▶ **TASK REQUIREMENTS**: All of the data below should be printed again word for word, pictures excluded.

▶ **PROVIDED INFORMATION**:

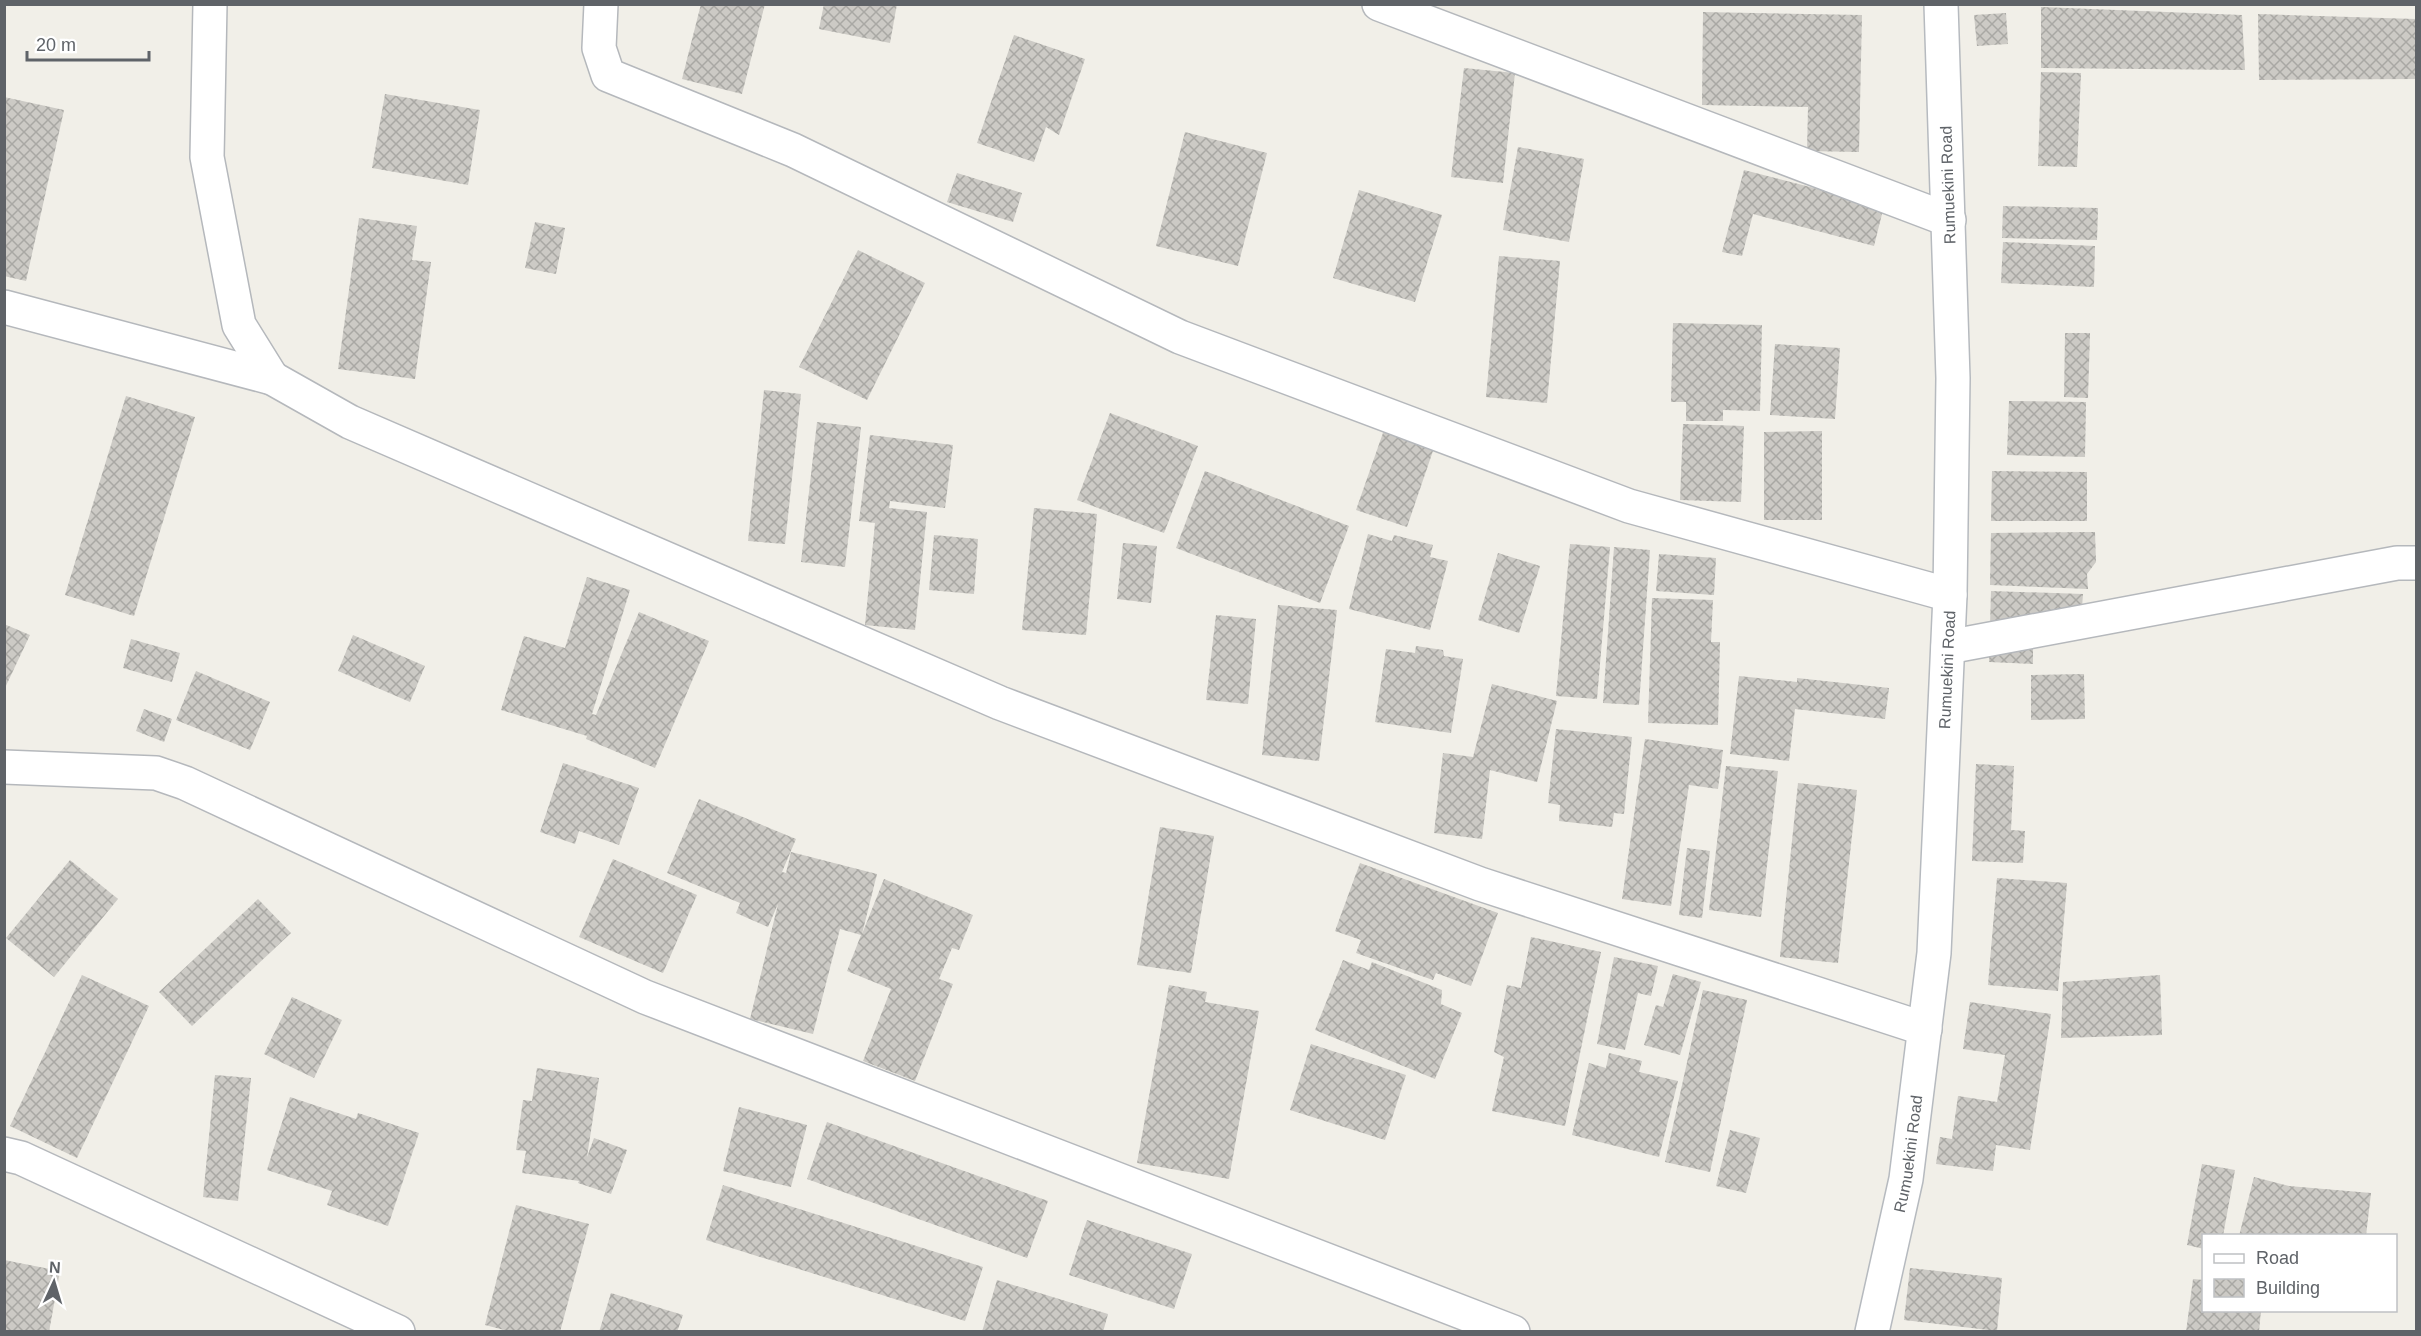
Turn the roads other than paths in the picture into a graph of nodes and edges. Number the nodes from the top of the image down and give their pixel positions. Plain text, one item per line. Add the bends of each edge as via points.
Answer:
1 (210, 4) edge
2 (601, 4) edge
3 (1379, 4) edge
4 (1941, 4) edge
5 (1949, 220) junction
6 (4, 307) edge
7 (272, 378) junction
8 (2416, 563) edge
9 (1950, 595) junction
10 (1948, 647) junction
11 (4, 767) edge
12 (1925, 1029) junction
13 (4, 1154) edge
14 (398, 1332) edge
15 (1513, 1332) edge
16 (1872, 1332) edge

1 - 7 street via 207,157 239,325
2 - 9 street via 599,48 608,75 793,150 1180,337 1629,506
3 - 5 street
4 - 5 street, Rumuekini Road
5 - 9 street, Rumuekini Road via 1953,378
6 - 7 street
7 - 12 street via 350,422 1000,703 1480,884
8 - 10 street via 2397,563
9 - 10 street, Rumuekini Road
10 - 12 street, Rumuekini Road via 1934,953
11 - 15 street via 156,773 184,783 645,997
12 - 16 street, Rumuekini Road via 1906,1179
13 - 14 street via 21,1158

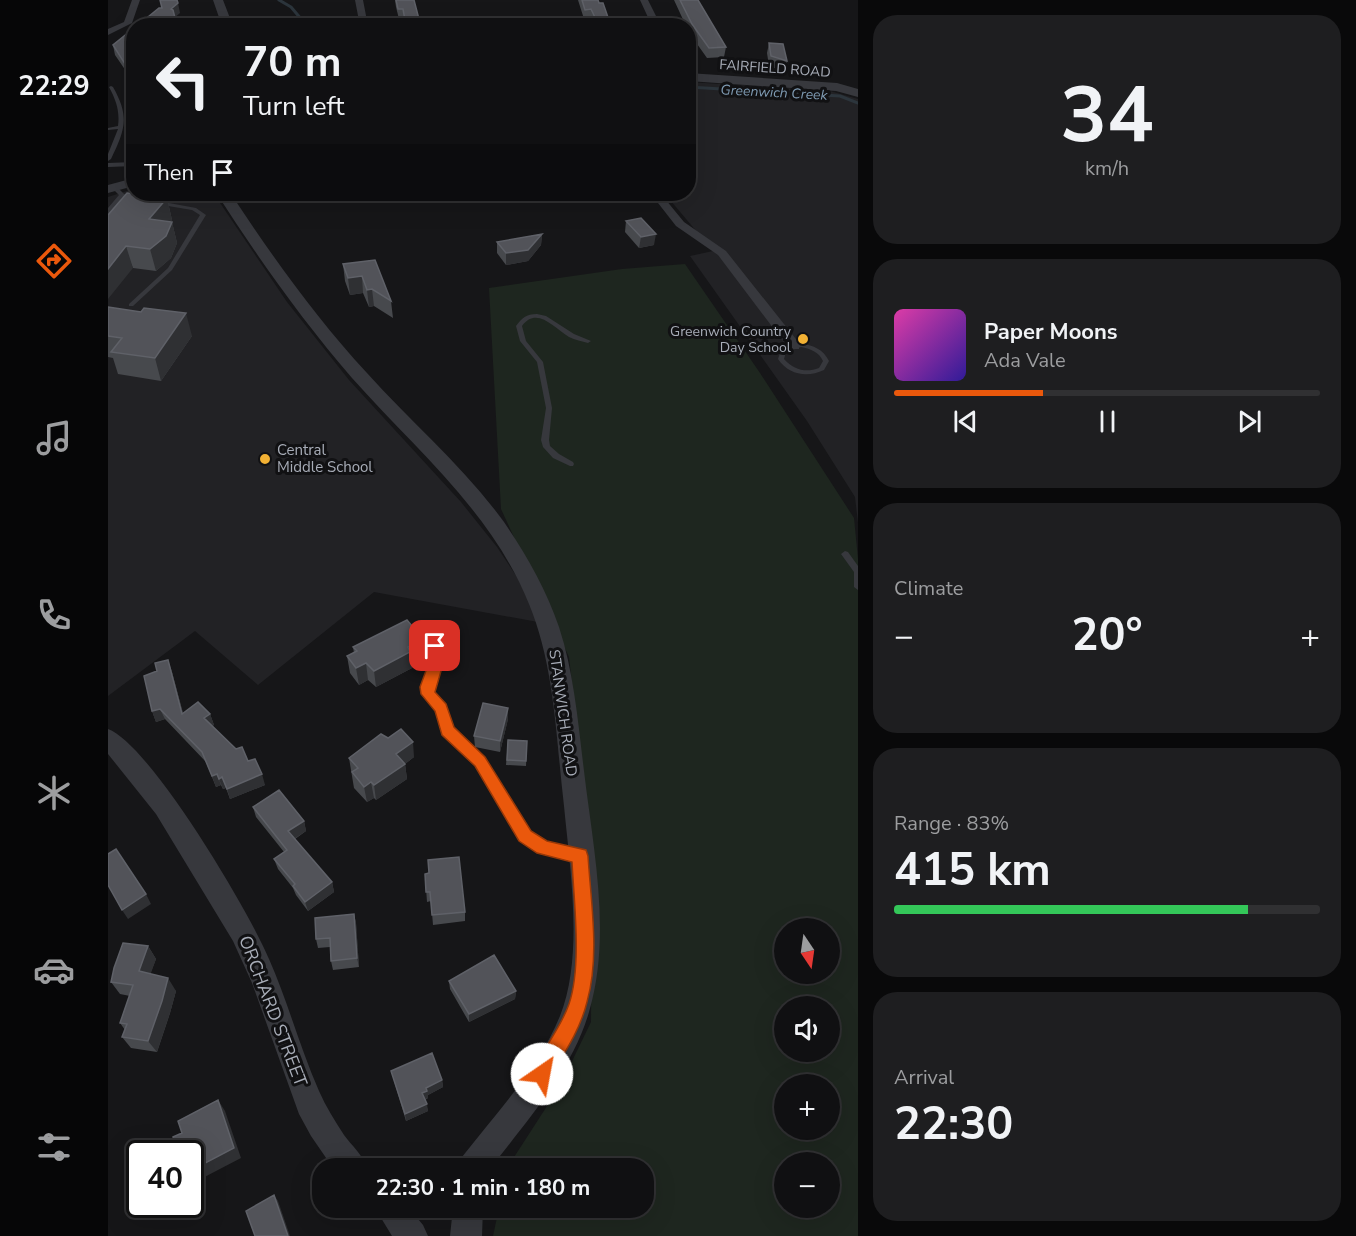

▶ **RESPONSE TO THIS EXERCISE**:
Turn the roads other than paths in the picture into a graph of nodes and edges. Number the nodes from the top of the image down and give their pixel positions. Plain text, one item per line. Add the bends of each edge as via points.
Answer:
1 (210, 4) edge
2 (601, 4) edge
3 (1379, 4) edge
4 (1941, 4) edge
5 (1949, 220) junction
6 (4, 307) edge
7 (272, 378) junction
8 (2416, 563) edge
9 (1950, 595) junction
10 (1948, 647) junction
11 (4, 767) edge
12 (1925, 1029) junction
13 (4, 1154) edge
14 (398, 1332) edge
15 (1513, 1332) edge
16 (1872, 1332) edge

1 - 7 street via 207,157 239,325
2 - 9 street via 599,48 608,75 793,150 1180,337 1629,506
3 - 5 street
4 - 5 street, Rumuekini Road
5 - 9 street, Rumuekini Road via 1953,378
6 - 7 street
7 - 12 street via 350,422 1000,703 1480,884
8 - 10 street via 2397,563
9 - 10 street, Rumuekini Road
10 - 12 street, Rumuekini Road via 1934,953
11 - 15 street via 156,773 184,783 645,997
12 - 16 street, Rumuekini Road via 1906,1179
13 - 14 street via 21,1158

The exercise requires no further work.